Some ways by which developing countries can cross the "digital divide" and use e-health tools to improve their healthcare standards have been revealed by William Tierney of Indiana University School of Medicine and colleagues.
The report has appeared in the February 2010 issue of Health Affairs, a special issue of the journal devoted to global e-health.
AdvertisementDr. Tierney, an Indiana University-Purdue University Indianapolis Chancellor's Professor of Medicine, said: "Although business enterprises in developed nations have begun to use electronic information systems to collect, manage and communicate information, low-income nations generally lack advanced e-health tools that can help them achieve better health outcomes. In countries where per capita spending on health care barely reaches 10-US dollar per year, it is key that they get the most out of whatever they can spend,"

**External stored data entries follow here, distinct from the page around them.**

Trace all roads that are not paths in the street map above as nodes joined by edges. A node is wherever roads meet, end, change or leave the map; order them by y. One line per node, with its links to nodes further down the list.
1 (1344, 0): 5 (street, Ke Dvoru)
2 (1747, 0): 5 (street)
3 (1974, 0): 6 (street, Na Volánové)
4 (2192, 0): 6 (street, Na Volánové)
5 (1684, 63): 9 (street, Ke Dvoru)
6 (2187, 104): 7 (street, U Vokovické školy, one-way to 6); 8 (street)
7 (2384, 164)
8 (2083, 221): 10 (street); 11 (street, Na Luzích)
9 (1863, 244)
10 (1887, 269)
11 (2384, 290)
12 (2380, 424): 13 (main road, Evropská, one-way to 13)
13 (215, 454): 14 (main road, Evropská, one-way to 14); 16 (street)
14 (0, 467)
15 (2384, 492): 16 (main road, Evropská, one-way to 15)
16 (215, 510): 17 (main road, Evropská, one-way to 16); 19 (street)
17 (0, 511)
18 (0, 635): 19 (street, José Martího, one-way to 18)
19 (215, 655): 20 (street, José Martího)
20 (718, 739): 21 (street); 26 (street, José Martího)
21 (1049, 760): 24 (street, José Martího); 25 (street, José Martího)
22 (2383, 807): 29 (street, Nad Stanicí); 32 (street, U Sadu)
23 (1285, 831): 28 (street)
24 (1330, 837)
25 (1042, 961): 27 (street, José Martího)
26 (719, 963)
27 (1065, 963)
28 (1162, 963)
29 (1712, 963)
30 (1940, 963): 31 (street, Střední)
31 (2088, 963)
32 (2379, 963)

Dr. Tierney, also the Joseph J. Mamlin Professor of Medicine at the IU School of Medicine and executive director of the Regenstrief Center for Healthcare Improvement and Research at the Regenstrief Institute, went on: "To be most efficient and effective, health care delivery and public health needs require timely access to high-quality secure data because health care is essentially an information business. The quality and efficiency of care are directly related to the availability of timely, high-quality patient information."
Key to implementing e-health tools in developing countries is developing local human capacity and this is where the problem lies. Low-income countries lack programs to train individuals to develop and implement health information technology tools. Without the implementation of these tools there is no place to train people to work with them.
To address this problem, Dr. Tierney created and directs the East African Center of Excellence in Health Informatics, which was established in 2009 with a grant from the Fogarty International Center at the U.S. National Institutes of Health. The new center, located in Eldoret, Kenya, builds upon two decades of collaboration between the IU School of Medicine, Regenstrief Institute, and Moi University in Eldoret. This collaboration is responsible for the Academic Model Providing Access to Healthcare (AMPATH), one of sub-Saharan Africa's largest health care programs.
AMPATH has enrolled more than 100,000 HIV-infected Kenyans and 50,000 Kenyans being treated for other acute and chronic medical conditions. AMPATH operates in 23 sites in western Kenya, including rural health centers, district hospitals, and Kenya's second national referral hospital, Moi Teaching and Referral Hospital.
Dr. Tierney said: "With academic partners from more than a dozen universities in the U.S. and Canada, and with funding from U.S. government and several foundations, we have shown in Kenya that in spite of problems such as scarce resources, lack of trained personnel, ethnic tension and even lack of dependable electricity, we can capture data electronically that have been used to enhance health care delivery and outcomes along with community-based public health. Electronic medical records have allowed our Kenyan clinics to care for two to four times more patients than similar clinics using paper records. Hence, the investment in e-health pays for itself both financially and in terms of enhancing quality of care and accountability. But for such benefits to be sustainable, these systems must be maintained and improved by trained local technicians and developers.
"We do not want to create dependency on American developers who are far away and don't fully comprehend local health care and public health needs. Ultimately Africans have to solve African problems; South Americans have to solve South American problems. We can't keep building dependences on us. Eventually they have to come up with solutions to their own problems."
The authors conclude by saying: "Establishing effective partnerships in e-health will take time and sustained effort. Those aiming to improve health care by improving information management in developing countries must have patience and take the long view. Ultimately, we must improve the availability of electronic health information broadly in the developing world, not just in an increasing number of targeted demonstrations.
Partnerships sustaining these demonstrations must become part of the fabric of global health care. President John F. Kennedy famously stated, 'We choose to do these things, not because they are easy, but because they are hard.' The challenge of global e-health is great. All important challenges are."